(Keypoint text descriptions)
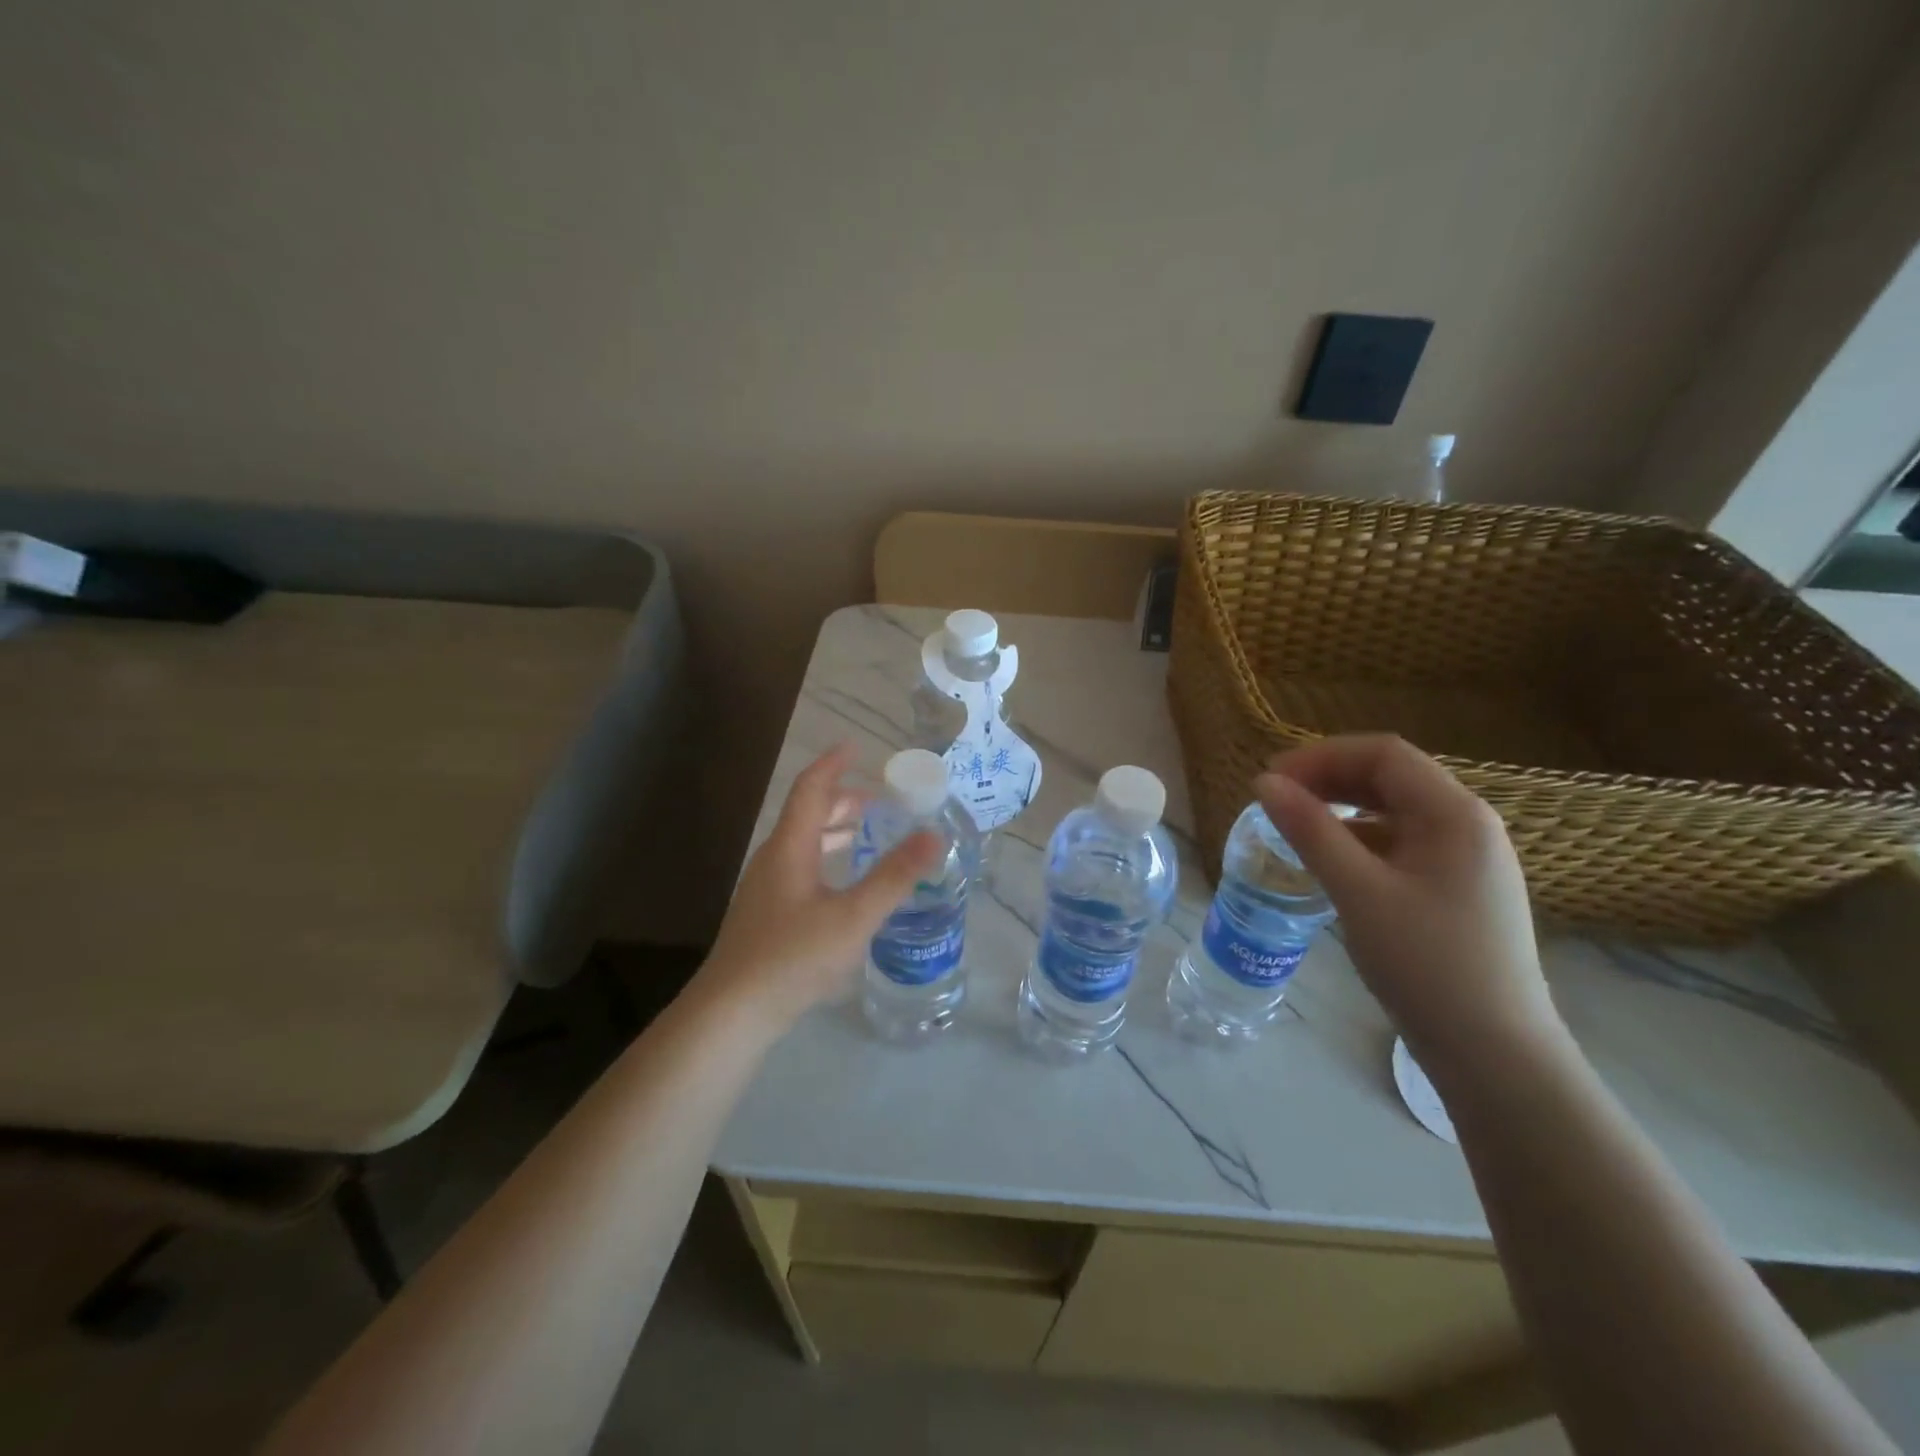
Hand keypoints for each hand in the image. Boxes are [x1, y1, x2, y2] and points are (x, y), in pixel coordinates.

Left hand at [697, 745, 940, 1030]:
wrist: (732, 1012)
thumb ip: (894, 876)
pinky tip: (846, 885)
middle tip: (882, 801)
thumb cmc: (793, 957)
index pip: (811, 789)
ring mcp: (766, 888)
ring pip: (804, 843)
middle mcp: (774, 859)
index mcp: (790, 847)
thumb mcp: (853, 916)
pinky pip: (801, 867)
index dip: (833, 764)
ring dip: (836, 831)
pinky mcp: (767, 914)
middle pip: (807, 815)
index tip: (856, 747)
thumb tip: (934, 835)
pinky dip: (828, 858)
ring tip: (869, 834)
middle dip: (844, 801)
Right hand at [1256, 734, 1563, 1068]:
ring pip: (1395, 811)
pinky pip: (1402, 844)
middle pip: (1391, 777)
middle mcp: (1468, 826)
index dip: (1321, 756)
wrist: (1495, 1054)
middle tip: (1276, 799)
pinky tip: (1331, 861)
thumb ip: (1310, 830)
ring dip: (1343, 807)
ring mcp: (1467, 859)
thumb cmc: (1426, 964)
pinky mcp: (1457, 889)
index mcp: (1455, 814)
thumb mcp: (1358, 892)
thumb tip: (1264, 782)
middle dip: (1329, 778)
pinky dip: (1360, 839)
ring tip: (1295, 825)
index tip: (1272, 779)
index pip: (1383, 754)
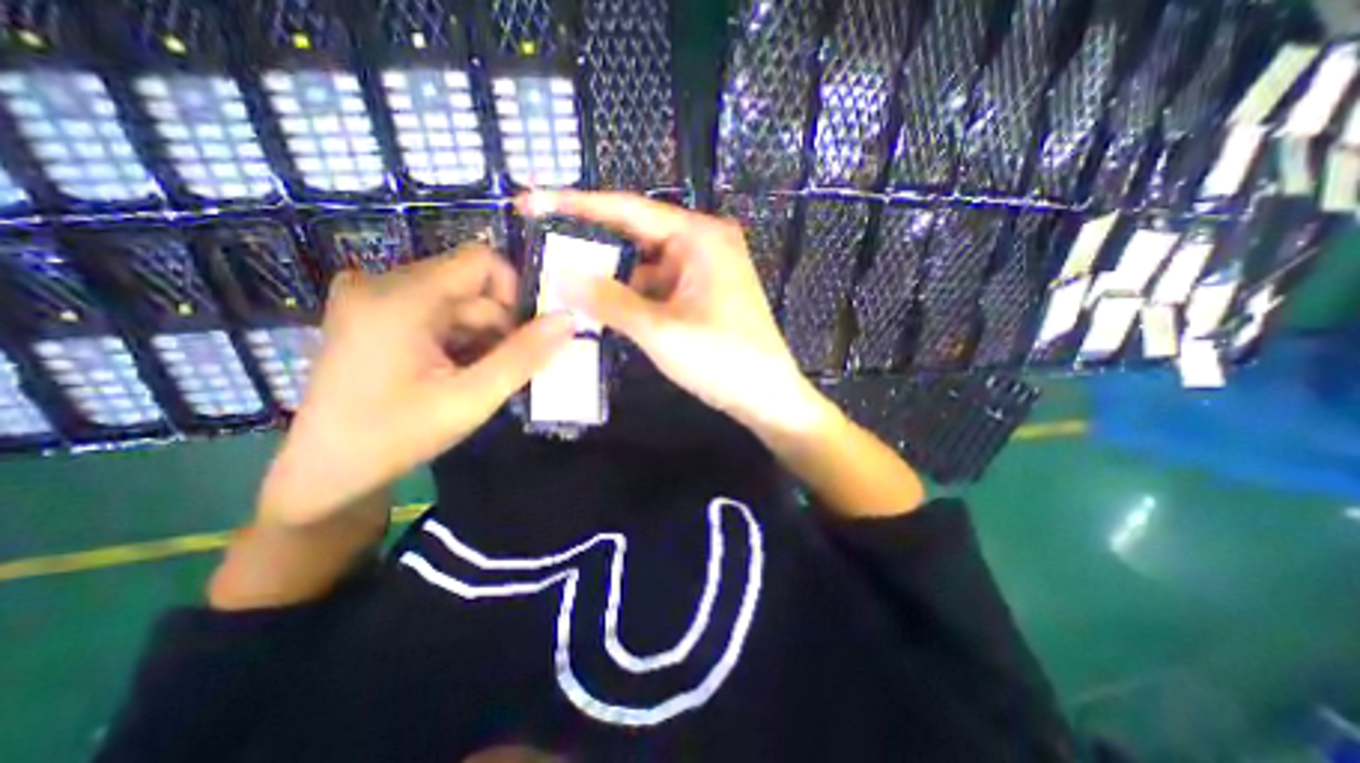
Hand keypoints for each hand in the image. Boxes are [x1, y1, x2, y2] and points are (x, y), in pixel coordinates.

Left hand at [260, 249, 573, 528]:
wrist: (327, 471)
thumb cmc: (398, 435)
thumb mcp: (472, 397)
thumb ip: (525, 355)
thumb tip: (568, 318)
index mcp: (401, 297)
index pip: (482, 261)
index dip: (514, 295)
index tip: (521, 338)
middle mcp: (381, 283)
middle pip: (471, 286)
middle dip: (497, 326)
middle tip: (498, 370)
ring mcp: (373, 297)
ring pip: (458, 301)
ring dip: (480, 336)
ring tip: (474, 378)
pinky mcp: (373, 313)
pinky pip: (437, 311)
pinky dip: (459, 338)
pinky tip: (453, 372)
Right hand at [516, 190, 824, 435]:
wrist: (767, 396)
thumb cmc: (722, 361)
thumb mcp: (660, 330)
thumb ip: (608, 300)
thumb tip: (560, 274)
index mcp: (699, 237)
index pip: (627, 210)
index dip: (575, 204)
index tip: (530, 201)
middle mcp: (702, 243)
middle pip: (635, 235)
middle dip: (591, 245)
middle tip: (542, 246)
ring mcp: (704, 270)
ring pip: (644, 265)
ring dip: (610, 276)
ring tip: (562, 281)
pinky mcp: (702, 293)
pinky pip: (657, 286)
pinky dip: (631, 295)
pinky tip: (601, 305)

▶ Work instructions
For this exercise, reproduce exactly the lines of the records above from the one with "ring dip: (1343, 807)" up to and including the one with "index dip: (514, 295)", without pictures.

▶ Finished task
ring dip: (1343, 807)
ring mcp: (1467, 859)
thumb cmc: (1426, 964)
pinky mcp: (1457, 889)
index mcp: (1455, 814)
thumb mcp: (1358, 892)
thumb tip: (1264, 782)
middle dip: (1329, 778)
pinky dip: (1360, 839)
ring tip: (1295, 825)
index tip: (1272, 779)
index pip: (1383, 754)
Hand keypoints for each hand in the image. Boxes are [x1, y1, x2, y2] and points are (x, y), in pixel coordinates.

Left hand at [260, 249, 573, 528]:
wrist: (327, 471)
thumb cmc: (398, 435)
thumb mcp: (472, 397)
thumb ip: (525, 355)
thumb tip: (568, 318)
index mcp: (401, 297)
index pip: (482, 261)
index dip: (514, 295)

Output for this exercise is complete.